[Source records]
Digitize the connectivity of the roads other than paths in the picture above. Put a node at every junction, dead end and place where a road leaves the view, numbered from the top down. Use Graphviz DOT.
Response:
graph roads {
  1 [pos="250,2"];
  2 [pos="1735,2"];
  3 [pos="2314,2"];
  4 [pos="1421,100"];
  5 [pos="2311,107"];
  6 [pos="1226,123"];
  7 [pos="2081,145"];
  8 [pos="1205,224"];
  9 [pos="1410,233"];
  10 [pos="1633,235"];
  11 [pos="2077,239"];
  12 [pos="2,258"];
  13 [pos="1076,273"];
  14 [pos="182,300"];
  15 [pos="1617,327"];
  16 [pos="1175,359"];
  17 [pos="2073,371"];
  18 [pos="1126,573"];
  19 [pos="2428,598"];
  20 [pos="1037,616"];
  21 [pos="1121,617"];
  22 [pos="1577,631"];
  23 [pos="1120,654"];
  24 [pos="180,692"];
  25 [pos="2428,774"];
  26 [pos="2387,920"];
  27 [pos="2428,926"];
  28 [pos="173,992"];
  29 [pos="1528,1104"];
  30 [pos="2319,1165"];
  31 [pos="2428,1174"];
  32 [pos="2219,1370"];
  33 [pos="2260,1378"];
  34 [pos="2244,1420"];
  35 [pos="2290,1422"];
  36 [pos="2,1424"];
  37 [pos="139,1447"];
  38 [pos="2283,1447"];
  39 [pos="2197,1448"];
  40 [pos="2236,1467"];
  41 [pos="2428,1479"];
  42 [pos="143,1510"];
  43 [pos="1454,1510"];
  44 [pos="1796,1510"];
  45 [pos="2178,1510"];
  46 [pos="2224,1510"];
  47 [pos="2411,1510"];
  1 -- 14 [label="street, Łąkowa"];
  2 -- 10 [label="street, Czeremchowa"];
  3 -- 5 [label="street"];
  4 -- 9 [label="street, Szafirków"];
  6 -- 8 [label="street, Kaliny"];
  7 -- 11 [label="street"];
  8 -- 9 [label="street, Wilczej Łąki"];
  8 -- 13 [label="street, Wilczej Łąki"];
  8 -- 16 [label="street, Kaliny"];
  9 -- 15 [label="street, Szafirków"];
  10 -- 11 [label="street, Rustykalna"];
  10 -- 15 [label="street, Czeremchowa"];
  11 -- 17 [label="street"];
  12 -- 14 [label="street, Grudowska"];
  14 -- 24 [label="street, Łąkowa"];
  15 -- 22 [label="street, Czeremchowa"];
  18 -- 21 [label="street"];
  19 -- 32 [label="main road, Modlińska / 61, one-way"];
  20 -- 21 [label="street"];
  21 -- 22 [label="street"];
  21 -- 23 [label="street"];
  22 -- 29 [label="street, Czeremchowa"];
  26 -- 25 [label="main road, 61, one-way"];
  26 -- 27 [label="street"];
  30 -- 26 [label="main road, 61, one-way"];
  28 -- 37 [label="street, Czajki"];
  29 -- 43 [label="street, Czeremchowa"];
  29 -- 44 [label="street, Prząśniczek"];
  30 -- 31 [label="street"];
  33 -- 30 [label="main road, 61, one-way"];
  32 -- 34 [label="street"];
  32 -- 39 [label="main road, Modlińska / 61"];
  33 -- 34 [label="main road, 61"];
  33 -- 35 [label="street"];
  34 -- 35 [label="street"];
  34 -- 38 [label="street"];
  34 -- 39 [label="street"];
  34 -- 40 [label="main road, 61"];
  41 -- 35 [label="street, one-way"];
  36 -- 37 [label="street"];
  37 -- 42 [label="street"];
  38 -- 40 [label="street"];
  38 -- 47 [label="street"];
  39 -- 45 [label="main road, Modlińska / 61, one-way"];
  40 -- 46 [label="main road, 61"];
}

Task description
Your answer should be the data above, retyped exactly.

Answer box
Digitize the connectivity of the roads other than paths in the picture above. Put a node at every junction, dead end and place where a road leaves the view, numbered from the top down. Use Graphviz DOT.
Response:
graph roads {
  1 [pos="250,2"];
  2 [pos="1735,2"];
  3 [pos="2314,2"];
  4 [pos="1421,100"];
  5 [pos="2311,107"];
  6 [pos="1226,123"];
  7 [pos="2081,145"];
  8 [pos="1205,224"];
  9 [pos="1410,233"];
  10 [pos="1633,235"];
  11 [pos="2077,239"];
  12 [pos="2,258"];
  13 [pos="1076,273"];
  14 [pos="182,300"];
  15 [pos="1617,327"];
  16 [pos="1175,359"];
  17 [pos="2073,371"];
  18 [pos="1126,573"];
  19 [pos="2428,598"];
  20 [pos="1037,616"];
  21 [pos="1121,617"];
  22 [pos="1577,631"];
  23 [pos="1120,654"];
  24 [pos="180,692"];
  25 [pos="2428,774"];
  26 [pos="2387,920"];
  27 [pos="2428,926"];
  28 [pos="173,992"];
  29 [pos="1528,1104"];
  30 [pos="2319,1165"];
  31 [pos="2428,1174"];
  32 [pos="2219,1370"];
  33 [pos="2260,1378"];
  34 [pos="2244,1420"];
  35 [pos="2290,1422"];
  36 [pos="2,1424"];
  37 [pos="139,1447"];
  38 [pos="2283,1447"];
  39 [pos="2197,1448"];
  40 [pos="2236,1467"];
  41 [pos="2428,1479"];
  42 [pos="143,1510"];
  43 [pos="1454,1510"];
  44 [pos="1796,1510"];
  45 [pos="2178,1510"];
  46 [pos="2224,1510"];
  47 [pos="2411,1510"];
  1 -- 14 [label="street, Łąkowa"];
  2 -- 10 [label="street, Czeremchowa"];
  3 -- 5 [label="street"];
  4 -- 9 [label="street, Szafirków"];
  6 -- 8 [label="street, Kaliny"];
  7 -- 11 [label="street"];
  8 -- 9 [label="street, Wilczej Łąki"];
  8 -- 13 [label="street, Wilczej Łąki"];
  8 -- 16 [label="street, Kaliny"];
  9 -- 15 [label="street, Szafirków"];
  10 -- 11 [label="street, Rustykalna"];
  10 -- 15 [label="street, Czeremchowa"];
  11 -- 17 [label="street"];
  12 -- 14 [label="street, Grudowska"];
  14 -- 24 [label="street, Łąkowa"];
  15 -- 22 [label="street, Czeremchowa"];
  18 -- 21 [label="street"];
  19 -- 32 [label="main road, Modlińska / 61, one-way"];
  20 -- 21 [label="street"];
  21 -- 22 [label="street"];
  21 -- 23 [label="street"];
  22 -- 29 [label="street, Czeremchowa"];
  26 -- 25 [label="main road, 61, one-way"];
  26 -- 27 [label="street"];
  30 -- 26 [label="main road, 61, one-way"];
  28 -- 37 [label="street, Czajki"];
  29 -- 43 [label="street, Czeremchowa"];
  29 -- 44 [label="street, Prząśniczek"];
  30 -- 31 [label="street"];
  33 -- 30 [label="main road, 61, one-way"];
  32 -- 34 [label="street"];
  32 -- 39 [label="main road, Modlińska / 61"];
  33 -- 34 [label="main road, 61"];
  33 -- 35 [label="street"];
  34 -- 35 [label="street"];
  34 -- 38 [label="street"];
  34 -- 39 [label="street"];
  34 -- 40 [label="main road, 61"];
  41 -- 35 [label="street, one-way"];
  36 -- 37 [label="street"];
  37 -- 42 [label="street"];
  38 -- 40 [label="street"];
  38 -- 47 [label="street"];
  39 -- 45 [label="main road, Modlińska / 61, one-way"];
  40 -- 46 [label="main road, 61"];
}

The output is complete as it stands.